Hospitality & Retail - 2019 -


1. What is your state’s law on the use of CBD oil in products to be sold to the public, i.e. cosmetics, etc.?

In Tennessee, hemp-derived CBD is widely legal and used in a variety of products, like oils and lotions. The history of the legal status surrounding cannabidiol (“CBD”) in Tennessee has been unclear, in part due to the uncertainty about the differences between the strains of cannabis from which CBD can be derived. In fact, there are different laws governing CBD depending on if it is derived from hemp or marijuana, and the legislation has been amended as recently as April of 2019. Because there has been confusion regarding the legality of CBD, a brief history on the legislation may be appropriate.

In 2014, Governor Bill Haslam signed Public Chapter Number 916 into law, thereby excluding industrial hemp from the definition of marijuana. Additionally, the bill clarified that hemp will not be categorized as a controlled substance. Tenn. Code Ann. § 39-17-415(c). Just two years later, in 2017, another bill was enacted by Governor Haslam that amended the definition of hemp to include “any industrial hemp-derived products that do not contain more than three-tenths of one percent (0.3%) of delta-9 tetrahydrocannabinol (THC) in a topical or ingestible consumer product.” Id. § 43-26-102(4) (emphasis added). Considering a derivative of hemp is CBD, the 2017 amendments gave businesses the greenlight to sell products containing CBD that were meant for human consumption and topical use.

The 2017 changes, however, were then repealed following a 2019 amendment. Id. The 2019 amendments, via Public Chapter Number 87, mirrored the recent changes from the 2018 Farm Bill, which changed hemp’s categorization at the federal level from a controlled substance to an agricultural product. Agriculture Improvement Act of 2018, Pub. L. No. 115-334. Today, in Tennessee and federally, hemp is defined as “the plant cannabis sativa L. and any part of that plant, including the seeds thereof and all derivatives, extracts, cannabinoids, isomers, acids, salts, and salts of isomers, whether growing or not, with a delta-9 tetrahydrocannabinol (THC) concentration of not more than three-tenths of one percent (0.3%) on a dry weight basis.” Id. § 43-27-101 (emphasis added).
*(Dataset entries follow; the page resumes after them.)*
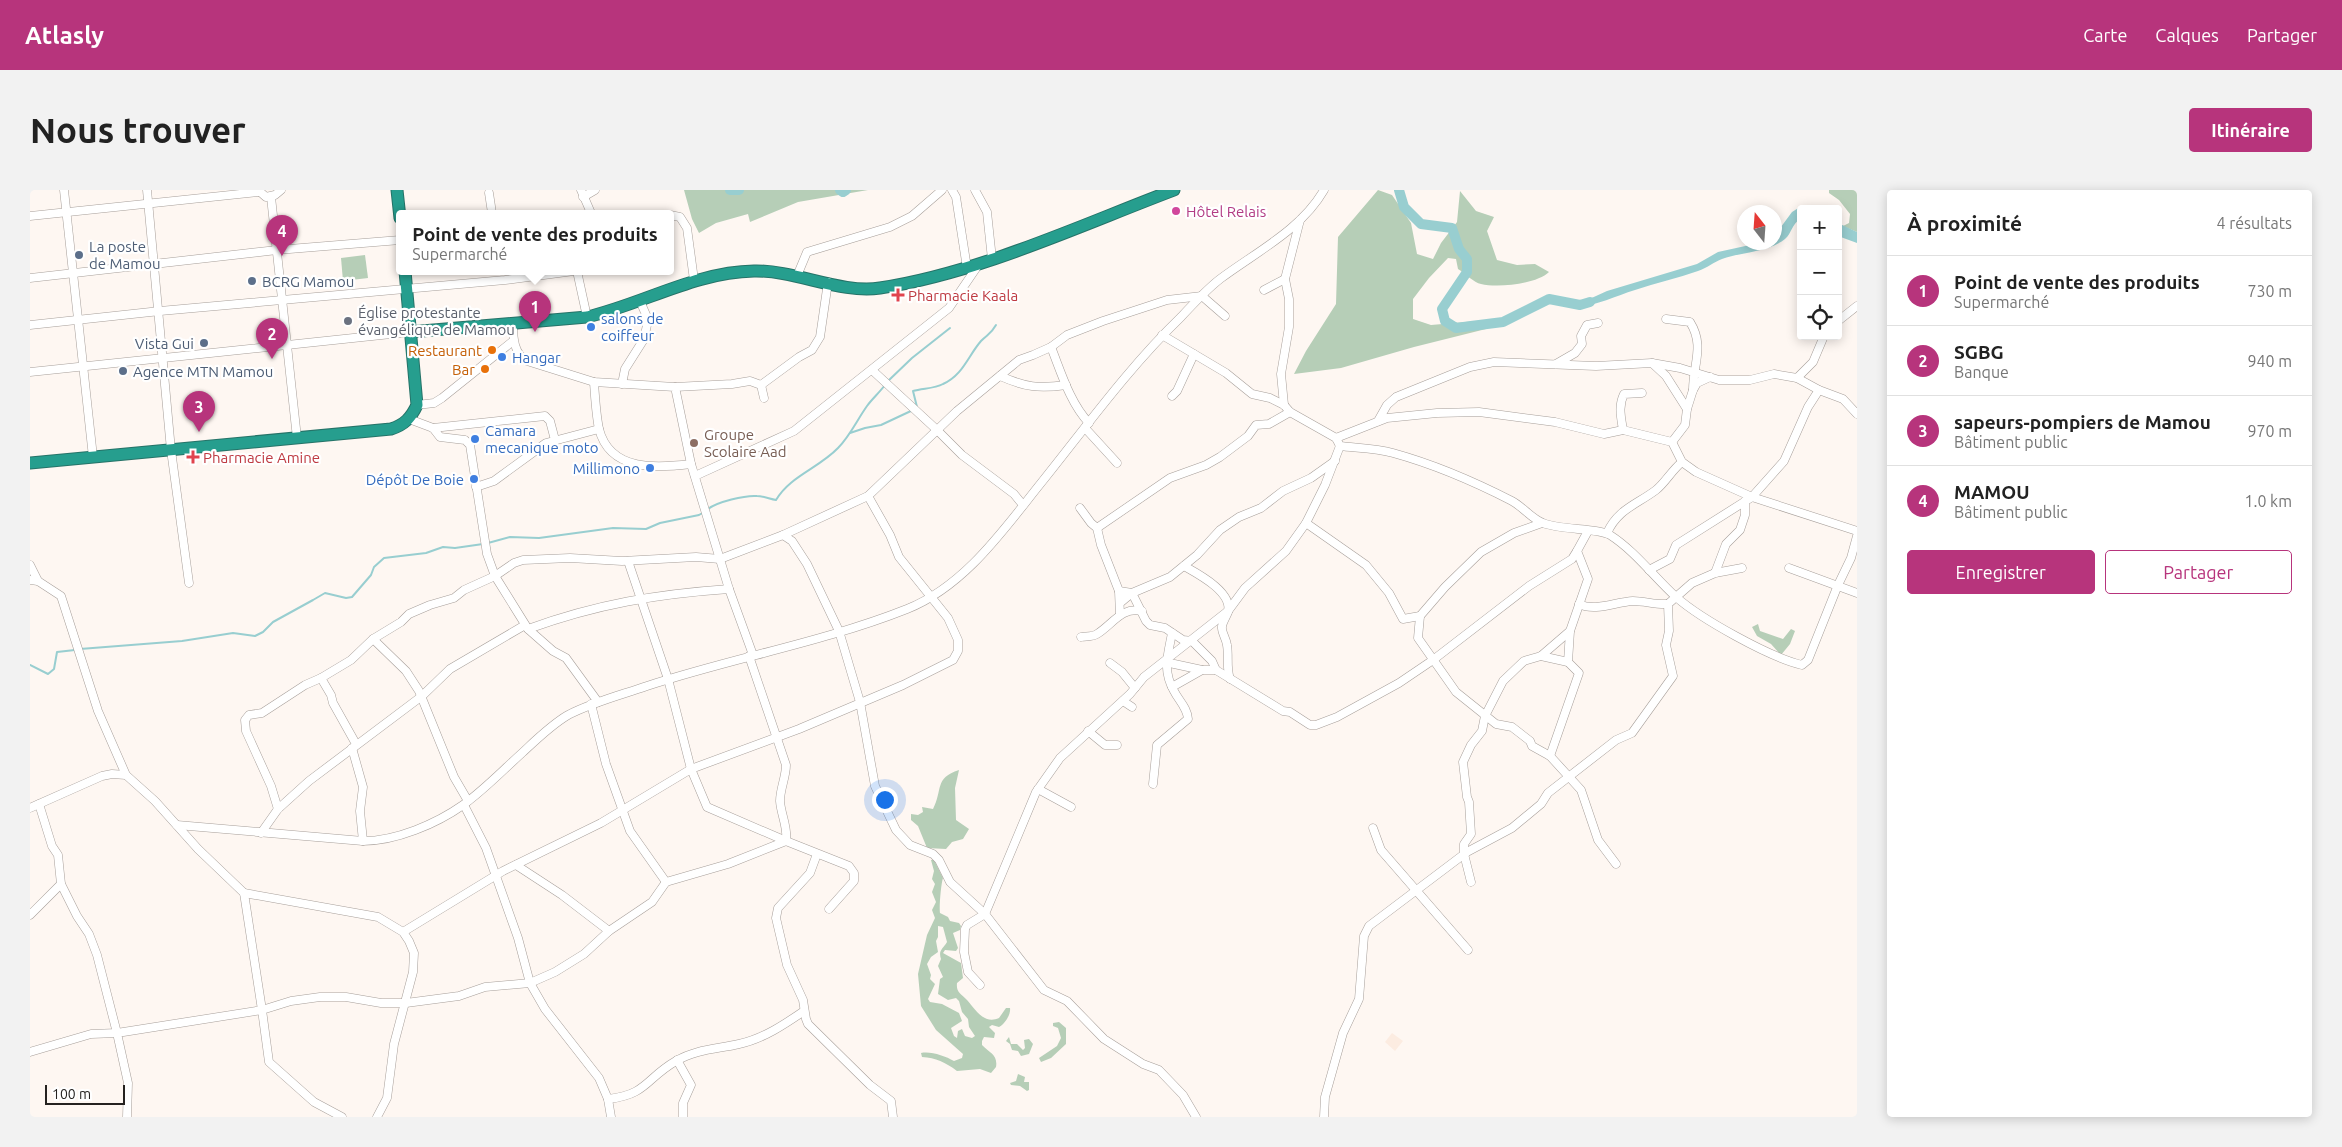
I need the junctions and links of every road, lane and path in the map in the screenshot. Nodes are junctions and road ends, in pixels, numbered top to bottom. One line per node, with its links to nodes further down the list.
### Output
1 (64, 190): 19 (street)
2 (147, 190): 15 (street)
3 (281, 190): 14 (street)
4 (397, 190): 16 (highway)
5 (595, 190): 13 (street)
6 (942, 190): 33 (street)
7 (952, 190): 28 (street)
8 (975, 190): 25 (street)
9 (1174, 190): 25 (highway)
10 (1324, 190): 22 (street)
11 (258, 191): 14 (street); 15 (street)
12 (489, 193): 17 (street)
13 (582, 194): 18 (street)
14 (271, 197): 24 (street)
15 (148, 203): 19 (street); 27 (street)
16 (399, 210)
17 (492, 210)
18 (590, 210)
19 (66, 212): 20 (street); 29 (street)
20 (30, 216)
21 (674, 216): 35 (street)
22 (1300, 220): 36 (street); 40 (street)
23 (396, 240): 24 (street)
24 (276, 250): 27 (street); 41 (street)
25 (992, 259): 26 (highway)
26 (979, 264): 28 (highway); 64 (street)
27 (154, 265): 29 (street); 44 (street)
28 (967, 268): 37 (highway)
29 (72, 273): 34 (street); 49 (street)
30 (405, 275): 38 (highway)
31 (544, 275): 38 (street)
32 (576, 275): 46 (street)
33 (798, 276): 35 (highway); 37 (highway)
34 (30, 278)
35 (694, 280): 42 (highway)
36 (1285, 280): 39 (street); 81 (street)
37 (828, 282): 74 (street)
38 (406, 288): 41 (street); 53 (highway)
39 (1264, 290)
40 (1202, 296): 45 (street); 54 (street); 58 (street)
41 (282, 300): 44 (street); 57 (street)
42 (640, 301): 46 (highway); 71 (street)
43 (1857, 306): 47 (street)
44 (160, 311): 49 (street); 60 (street)
45 (1225, 316)
46 (587, 317): 52 (highway)
47 (1842, 318)
48 (1666, 319): 66 (street)
49 (77, 320): 51 (street); 63 (street)
50 (1598, 323): 62 (street)
51 (30, 325)
52 (513, 325): 53 (highway); 56 (street)
53 (410, 332): 57 (street); 80 (highway)
54 (1162, 335): 59 (street); 86 (street)
55 (1822, 340): 69 (street)
56 (513, 341): 70 (street); 80 (street)
57 (287, 346): 60 (street); 91 (street)
58 (1051, 347): 67 (street); 72 (street)
59 (1194, 354): 78 (street); 81 (street)
60 (164, 358): 63 (street); 96 (street)
61 (1652, 362): 62 (street); 66 (street); 82 (street)
62 (1554, 365): 85 (street)
63 (82, 367): 65 (street); 97 (street)
64 (872, 370): 89 (street); 103 (street)
65 (30, 372)
66 (1693, 372): 68 (street); 75 (street)
67 (1000, 376): 72 (street); 89 (street)
68 (1710, 377): 69 (street); 75 (street)
69 (1797, 378): 76 (street)
70 (594, 382): 71 (street); 88 (street)
71 (622, 384): 73 (street)
72 (1066, 385): 86 (street)
73 (675, 386): 74 (street); 102 (street)
74 (761, 386): 79 (street)
75 (1693, 390): 82 (street)
76 (1819, 390): 83 (street); 106 (street)
77 (1642, 393): 90 (street)
78 (1172, 396)
79 (764, 398)
80 (417, 405): 84 (highway)
81 (1287, 408): 92 (street); 111 (street)
82 (1687, 409): 94 (street)
83 (1857, 414)
84 (409, 419): 87 (street); 91 (highway)
85 (1378, 421): 90 (street); 92 (street)
86 (1087, 426): 101 (street); 107 (street)
87 (433, 428): 93 (street); 104 (street)
88 (600, 429): 93 (street); 102 (street)
89 (937, 430): 105 (street); 107 (street)
90 (1623, 430): 94 (street)
91 (297, 438): 96 (highway)
92 (1336, 438): 95 (street)
93 (555, 440): 104 (street)
94 (1672, 442): 99 (street)
95 (1340, 446): 98 (street); 110 (street)
96 (172, 450): 97 (highway); 128 (street)
97 (93, 457): 100 (highway)
98 (1336, 460): 109 (street); 121 (street)
99 (1682, 462): 106 (street); 114 (street)
100 (30, 463)
101 (1117, 463)
102 (691, 464): 103 (street)
103 (696, 480): 118 (street)
104 (476, 487): 126 (street)
105 (868, 496): 115 (street); 135 (street)
106 (1749, 499): 113 (street); 124 (street); 125 (street)
107 (1023, 505): 135 (street)
108 (1080, 508): 111 (street)
109 (1306, 523): 140 (street); 143 (street)
110 (1542, 523): 112 (street); 143 (street)
111 (1098, 528): 131 (street)
112 (1588, 531): 114 (street); 117 (street)
113 (1857, 531)
114 (1607, 533): 124 (street)
115 (783, 535): 118 (street); 145 (street)
116 (1857, 536): 129 (street)
117 (1577, 551): 138 (street); 153 (street)
118 (720, 559): 119 (street); 130 (street)
119 (628, 561): 126 (street); 134 (street)
120 (30, 565): 127 (street)
121 (1184, 566): 132 (street); 140 (street)
122 (1742, 568): 125 (street)
123 (1789, 568): 129 (street)
124 (1649, 570): 136 (street)
125 (1716, 573): 136 (street)
126 (495, 576): 144 (street); 149 (street)
127 (34, 581): 178 (street)
128 (189, 582)
129 (1838, 585): 133 (street); 136 (street)
130 (730, 589): 134 (street); 151 (street)
131 (1119, 590): 132 (street); 137 (street)
132 (1132, 593): 137 (street); 141 (street)
133 (1857, 593)
134 (642, 598): 144 (street); 160 (street)
135 (930, 598): 145 (street); 166 (street)
136 (1677, 598): 139 (street)
137 (1120, 603): 142 (street)
138 (1579, 604): 139 (street); 146 (street)
139 (1668, 604): 179 (street)
140 (1228, 610): 150 (street); 161 (street)
141 (1142, 612): 142 (street); 147 (street)
142 (1120, 615): 148 (street)
143 (1420, 616): 153 (street)
144 (527, 627): 164 (street); 167 (street)
145 (839, 631): 151 (street); 166 (street)
146 (1570, 631): 152 (street); 156 (street)
147 (1172, 633): 150 (street); 155 (street)
148 (1080, 637)
149 (373, 639): 159 (street); 164 (street)
150 (1192, 641): 155 (street); 158 (street)
151 (751, 656): 160 (street); 173 (street)
152 (1541, 656): 156 (street); 169 (street)
153 (1434, 660): 161 (street); 169 (street)
154 (1110, 662): 163 (street)
155 (1165, 662): 157 (street); 162 (street); 163 (street)
156 (1568, 662): 176 (street)
157 (1202, 670): 158 (street); 162 (street)
158 (1216, 670): 161 (street)
159 (321, 678): 175 (street); 186 (street)
160 (668, 679): 167 (street); 177 (street)
161 (1230, 679)
162 (1172, 686): 180 (street)
163 (1135, 688): 165 (street)
164 (422, 696): 175 (street); 182 (street)
165 (1123, 701): 168 (street); 172 (street)
166 (860, 702): 173 (street); 204 (street)
167 (595, 703): 182 (street); 187 (street)
168 (1132, 707)
169 (1486, 716): 170 (street); 171 (street)
170 (1496, 724): 171 (street); 176 (street)
171 (1482, 731): 194 (street)
172 (1088, 732): 174 (street); 181 (street)
173 (777, 736): 177 (street); 192 (street)
174 (1117, 745)
175 (354, 746): 186 (street); 191 (street)
176 (1550, 756): 179 (street)
177 (691, 769): 187 (street); 192 (street)
178 (126, 775): 183 (street); 188 (street)
179 (1570, 777): 194 (street); 195 (street)
180 (1153, 784)
181 (1038, 789): 184 (street); 204 (street)
182 (466, 803): 191 (street); 197 (street)
183 (39, 804): 185 (street); 200 (street)
184 (1071, 807)
185 (30, 808)
186 (278, 809): 190 (street)
187 (624, 810): 196 (street); 198 (street)
188 (177, 825): 190 (street); 202 (street)
189 (1373, 828): 201 (street)
190 (261, 833): 191 (street)
191 (363, 840)
192 (786, 842): 193 (street); 198 (street)
193 (817, 854): 203 (street); 213 (street)
194 (1464, 854): 199 (street); 201 (street)
195 (1616, 864)
196 (516, 865): 197 (street); 206 (street)
197 (496, 876): 207 (street); 209 (street)
198 (666, 882): 206 (street)
199 (1471, 882)
200 (61, 884): 205 (street); 214 (street)
201 (1416, 890): 208 (street); 225 (street)
202 (244, 893): 207 (street); 212 (street)
203 (829, 909)
204 (985, 914): 210 (street); 224 (street)
205 (30, 915)
206 (609, 931): 209 (street)
207 (403, 932): 211 (street)
208 (1468, 950)
209 (530, 983): 211 (street); 217 (street)
210 (980, 985)
211 (406, 1004): 212 (street); 220 (street)
212 (262, 1010): 214 (street); 219 (street)
213 (804, 1011): 216 (street); 223 (street)
214 (117, 1032): 215 (street); 218 (street)
215 (30, 1052)
216 (677, 1060): 217 (street); 222 (street)
217 (608, 1099): 221 (street)
218 (127, 1117)
219 (342, 1117)
220 (377, 1117)
221 (611, 1117)
222 (683, 1117)
223 (893, 1117)
224 (1196, 1117)
225 (1324, 1117)

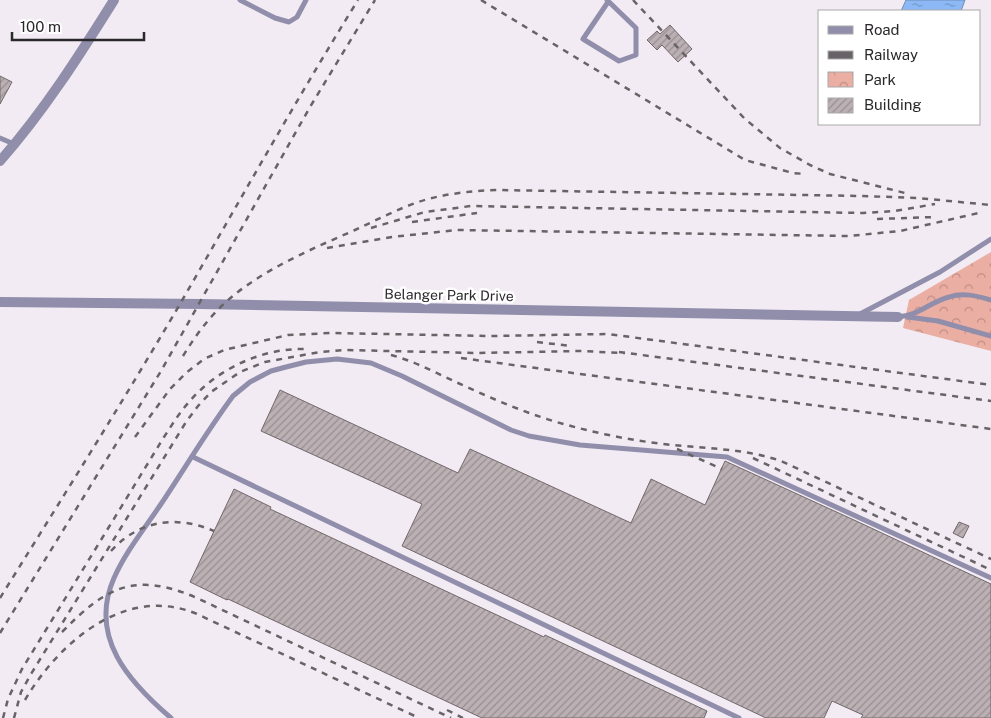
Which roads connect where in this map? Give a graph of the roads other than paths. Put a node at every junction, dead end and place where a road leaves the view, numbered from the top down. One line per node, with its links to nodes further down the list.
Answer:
1 (114, 0): 6 (street)
2 (240, 0): 3 (lane)
3 (306, 0)
4 (608, 1): 4 (lane)
5 (0, 138): 6 (lane)
6 (14, 144): 7 (street)
7 (0, 160)
8 (991, 239): 11 (lane)
9 (991, 300): 12 (lane)
10 (0, 302): 11 (street, Belanger Park Drive)
11 (855, 316): 12 (street, Belanger Park Drive)
12 (900, 317): 13 (lane)
13 (991, 336)
14 (193, 457): 15 (lane); 16 (lane); 17 (lane)
15 (991, 578)
16 (735, 717)
17 (172, 718)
Accordingly, even though the legislation excluded the 2017 language, by redefining hemp to include “derivatives, extracts, [and] cannabinoids,” Tennessee has opened the door for a wide-variety of products containing hemp-derived CBD oil—without the need for a prescription.

Marijuana-derived CBD, however, is regulated under different statutes in Tennessee and under certain circumstances is exempt from criminal prosecution. According to Tennessee Code Annotated, cannabidiol is excluded from the definition of marijuana under the following circumstances: (1) a cannabidiol product that has been approved by the FDA as a prescription medication; (2) cannabis oil containing cannabidiol when under the control of a four-year higher education institution as part of a clinical research study on the treatment of intractable seizures, cancer, and other diseases; and (3) cannabidiol oil with less than 0.9% of THC, if (a) the bottle of oil is labeled by the manufacturer as containing cannabidiol in the proper amounts, (b) the person possessing the oil has proof of the legal order or recommendation from the issuing state and proof that the person or person’s immediate family member has been diagnosed with intractable seizures or epilepsy by a Tennessee-licensed doctor. Tenn. Code. Ann. § 39-17-402(16)(A)-(F)(ii)(b).

Currently, there is no legislation directly on point which dictates what products can and cannot be sold to the public that contain hemp-derived CBD. However, commonly sold products containing CBD include lotions, creams, oils, and edible gummies. Regardless of the end product, though, certain annual licensing standards must be met before a person is legally allowed to produce hemp and its derivatives. Tenn. Code Ann. § 47-27-102.

2. Regarding privacy issues, has your state adopted its own version of GDPR or how is your state dealing with GDPR requirements? What other privacy laws has your state adopted recently in response to concerns about the lack of protections for consumers?

As of now, Tennessee has not implemented any new legislation in reaction to the EU’s enactment of the GDPR. However, in 2016, Tennessee became the first state to require information holder’s to notify state residents of a personal information security breach—regardless of whether the information was encrypted. Pub. Ch. No. 692 § 2. Previously, the law only required notification if the stolen information was unencrypted. Additionally, the bill changed the mandatory disclosure timeline from “the most expedient time possible and without unreasonable delay” to no later than 45 days after the discovery or notification of a security breach. Id. § 4.